(Saved entries)
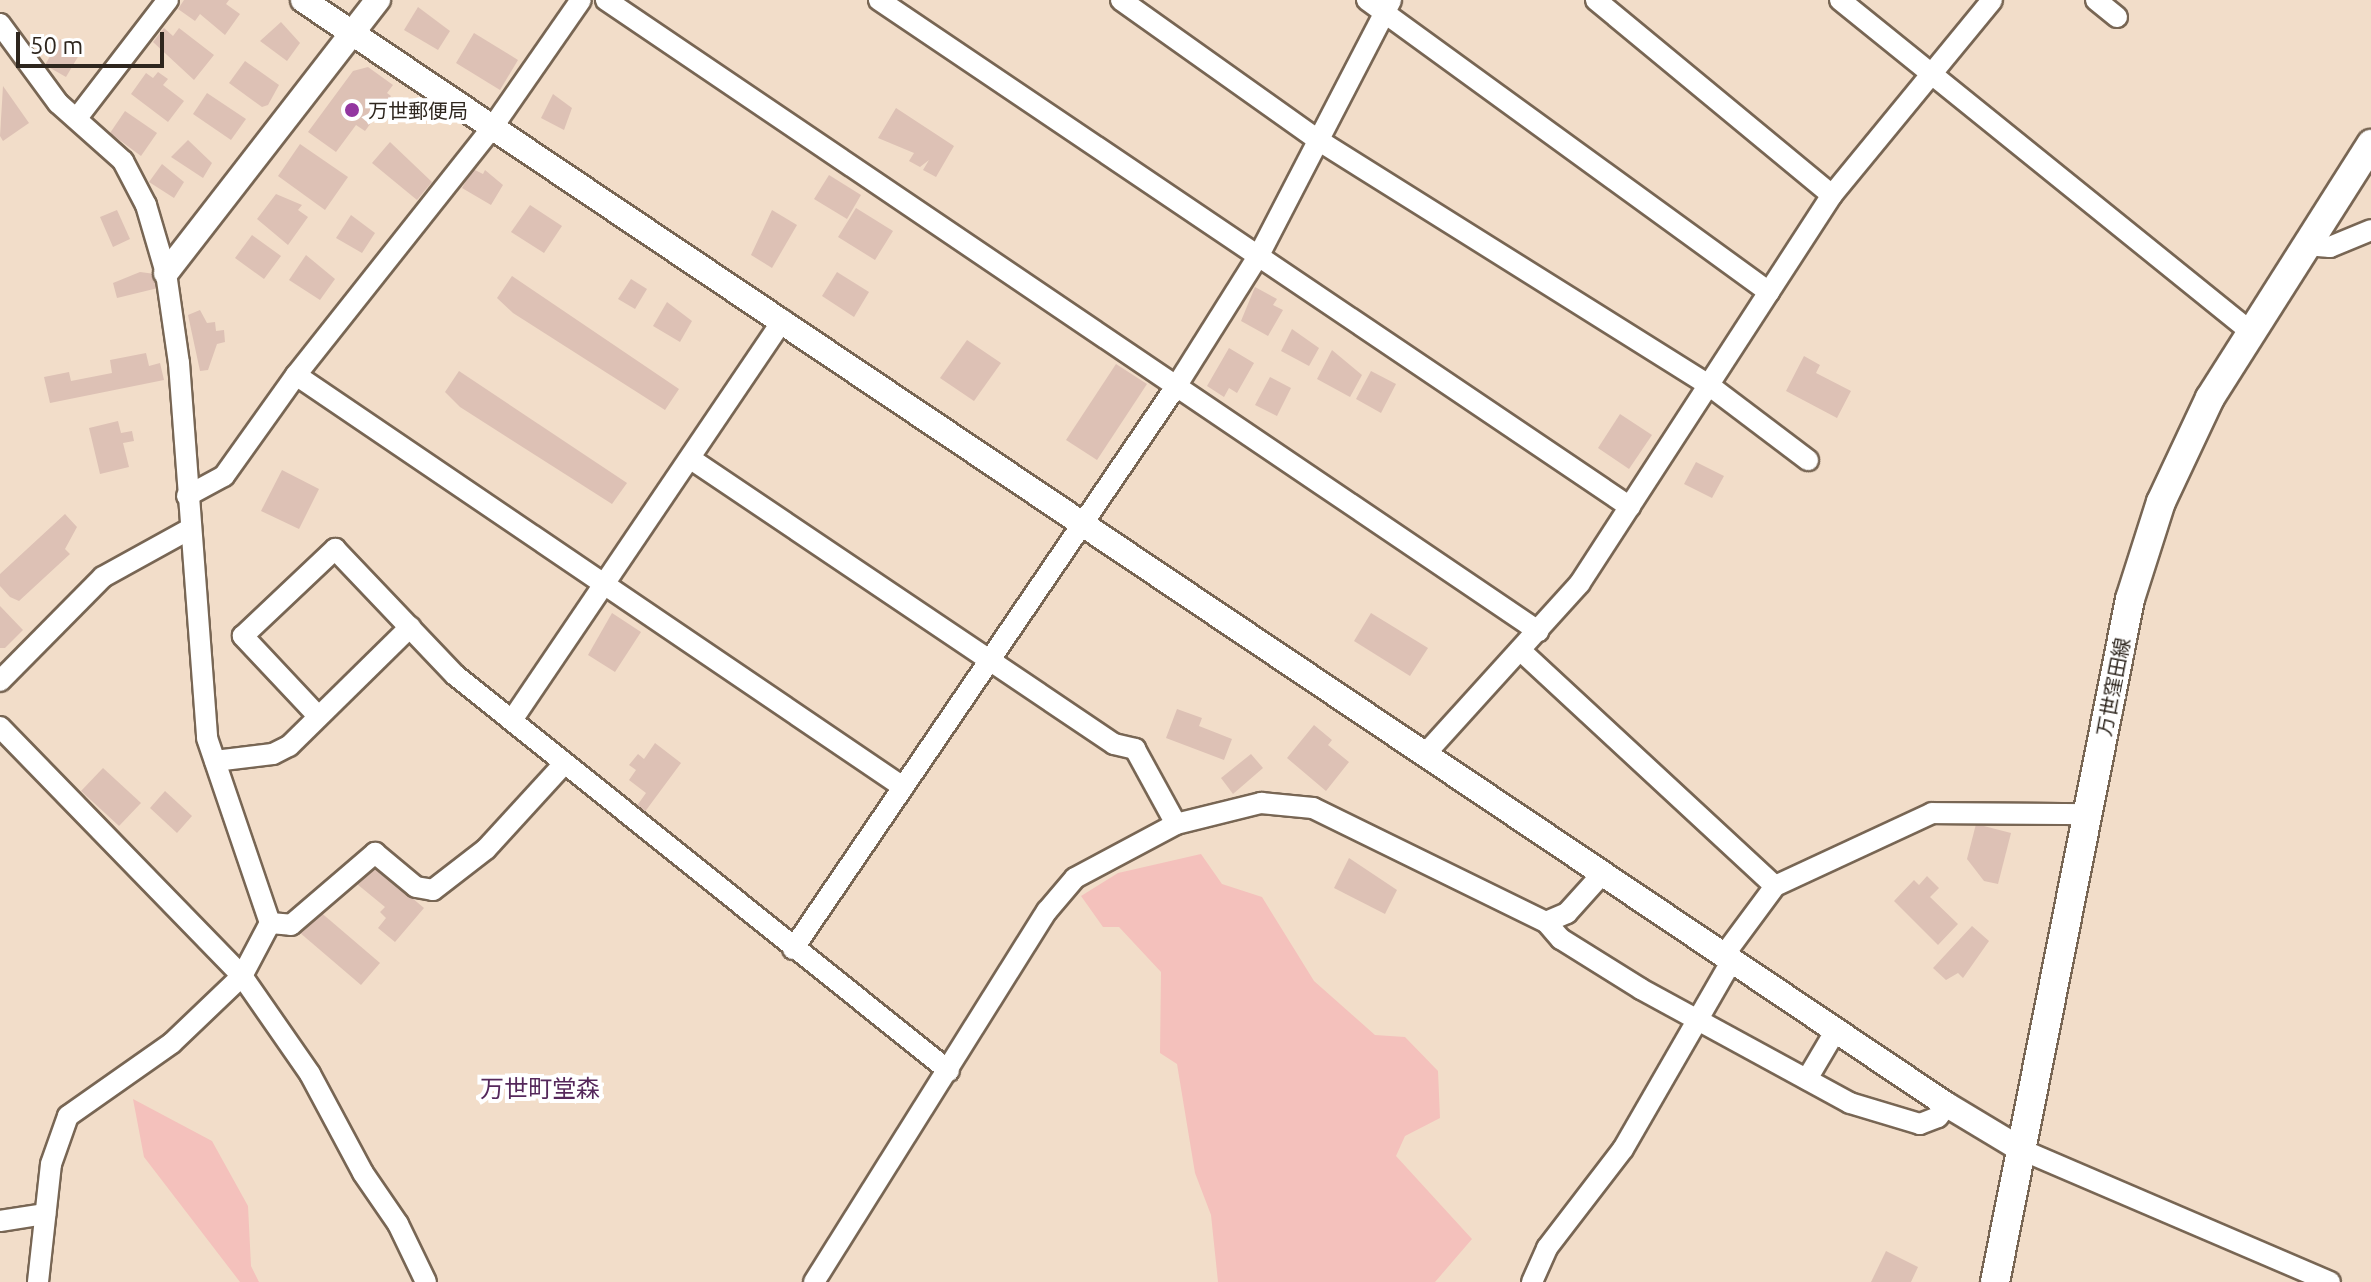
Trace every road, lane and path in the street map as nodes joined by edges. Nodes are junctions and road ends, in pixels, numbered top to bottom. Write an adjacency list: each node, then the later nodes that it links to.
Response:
1 (168, 0): 18 (street)
2 (303, 0): 16 (street)
3 (378, 0): 16 (street)
4 (581, 0): 19 (street)
5 (606, 0): 31 (street)
6 (879, 0): 25 (street)
7 (1121, 0): 20 (street)
8 (1367, 0): 13 (street)
9 (1596, 0): 22 (street)
10 (1840, 0): 17 (street)
11 (1992, 0): 17 (street)
12 (2096, 0): 14 (street)
13 (1388, 6): 20 (street); 27 (street)
14 (2117, 17)
15 (0, 24): 18 (street)
16 (354, 32): 19 (street); 26 (street)
17 (1929, 75): 22 (street); 29 (street)
18 (77, 118): 26 (street)
19 (494, 125): 28 (street); 30 (street)
20 (1318, 140): 25 (street); 32 (street)
21 (2371, 144): 24 (main road, 万世窪田線)
22 (1832, 195): 27 (street)
23 (2371, 230): 24 (street)
24 (2306, 245): 29 (main road, 万世窪田線)
25 (1259, 255): 31 (street); 36 (street)
26 (166, 273): 35 (street)
27 (1769, 292): 32 (street)
28 (783, 320): 33 (street); 37 (street)
29 (2251, 332): 52 (main road, 万世窪田線)
30 (296, 375): 35 (street); 39 (street)
31 (1177, 385): 37 (street); 41 (street)
32 (1710, 386): 34 (street); 36 (street)
33 (691, 459): 39 (street); 43 (street)
34 (1808, 460)
35 (187, 496): 38 (street)
36 (1630, 507): 41 (street)
37 (1084, 522): 43 (street); 48 (street)
38 (190, 529): 44 (street); 49 (street)
39 (606, 586): 46 (street); 51 (street)
40 (410, 627): 45 (street); 45 (street); 46 (street)
41 (1538, 631): 42 (street)
42 (1520, 650): 48 (street); 55 (street)
43 (990, 659): 51 (street); 53 (street)
44 (0, 681)
45 (318, 716): 49 (street)
46 (512, 720): 50 (street)
47 (0, 727): 60 (street)
48 (1426, 753): 54 (street)
49 (215, 761): 57 (street)
50 (564, 764): 57 (street); 58 (street)
51 (903, 787): 58 (street)
52 (2088, 814): 55 (street); 66 (main road, 万世窪田線)
53 (1176, 824): 56 (street); 63 (street)
54 (1603, 873): 56 (street); 59 (street)
55 (1775, 886): 59 (street)
56 (1546, 922): 61 (street)
57 (270, 923): 60 (street)
58 (793, 949): 63 (street)
59 (1728, 958): 61 (street); 62 (street)
60 (242, 976): 67 (street); 70 (street)
61 (1699, 1023): 64 (street); 72 (street)
62 (1836, 1030): 64 (street); 65 (street)
63 (949, 1071): 71 (street)
64 (1807, 1079): 65 (street)
65 (1947, 1105): 66 (street)
66 (2022, 1150): 73 (main road, 万世窪田線); 74 (street)
67 (45, 1214): 68 (street); 69 (street)
68 (0, 1221)
69 (38, 1282)
70 (426, 1282)
71 (814, 1282)
72 (1532, 1282)
73 (1995, 1282)
74 (2330, 1282)

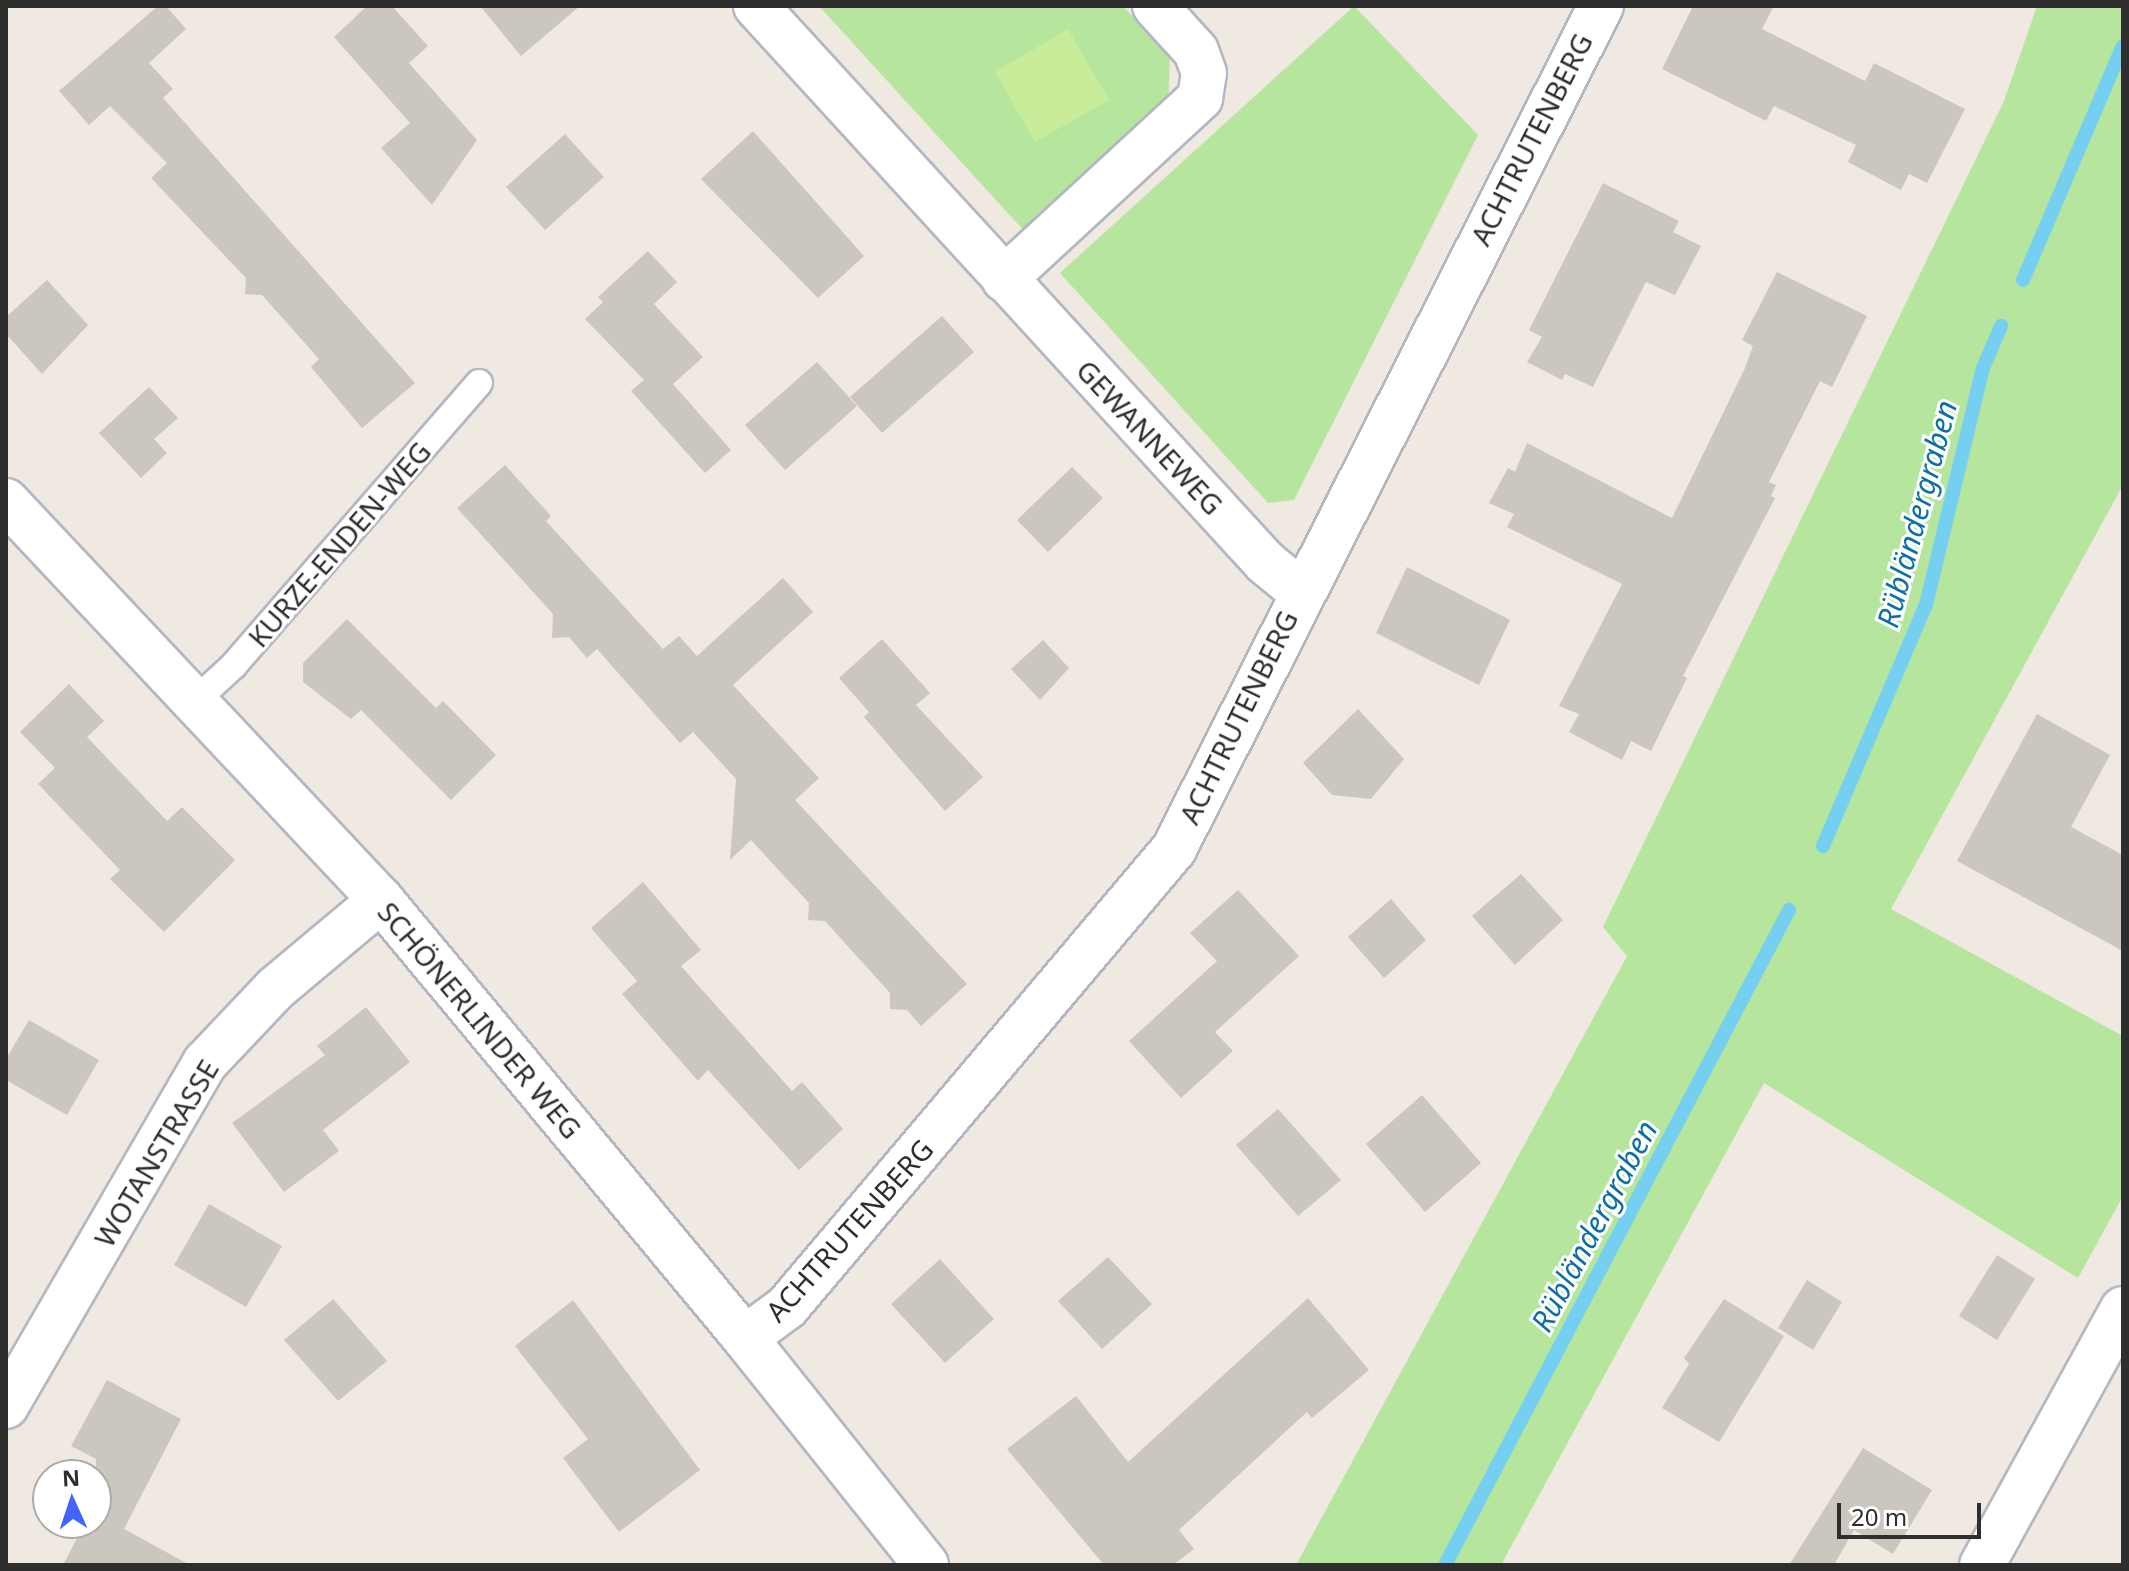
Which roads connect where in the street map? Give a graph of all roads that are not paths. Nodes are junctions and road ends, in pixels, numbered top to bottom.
1 (756, 6) edge
2 (1155, 6) edge
3 (1601, 6) edge
4 (1004, 279) junction
5 (479, 383) dead end
6 (6, 501) edge
7 (1300, 591) junction
8 (195, 701) junction
9 (381, 900) junction
10 (2123, 1309) edge
11 (745, 1338) junction
12 (6, 1406) edge
13 (926, 1565) edge
14 (1982, 1565) edge

1 - 4 street, GEWANNEWEG
2 - 4 street
3 - 7 street, ACHTRUTENBERG
4 - 7 street, GEWANNEWEG
5 - 8 lane, KURZE-ENDEN-WEG
6 - 8 street, SCHÖNERLINDER WEG
7 - 11 street, ACHTRUTENBERG
8 - 9 street, SCHÖNERLINDER WEG
9 - 11 street, SCHÖNERLINDER WEG
9 - 12 street, WOTANSTRASSE
10 - 14 street
11 - 13 street, SCHÖNERLINDER WEG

• _Directions for this task_: Return, in full, every line of these entries that holds "road".

• _Written solution_:
Trace every road, lane and path in the street map as nodes joined by edges. Nodes are junctions and road ends, in pixels, numbered top to bottom. Write an adjacency list: each node, then the later nodes that it links to.
21 (2371, 144): 24 (main road, 万世窪田線)
24 (2306, 245): 29 (main road, 万世窪田線)
29 (2251, 332): 52 (main road, 万世窪田線)
52 (2088, 814): 55 (street); 66 (main road, 万世窪田線)
66 (2022, 1150): 73 (main road, 万世窪田線); 74 (street)
Which roads connect where in the street map? Give a graph of all roads that are not paths. Nodes are junctions and road ends, in pixels, numbered top to bottom.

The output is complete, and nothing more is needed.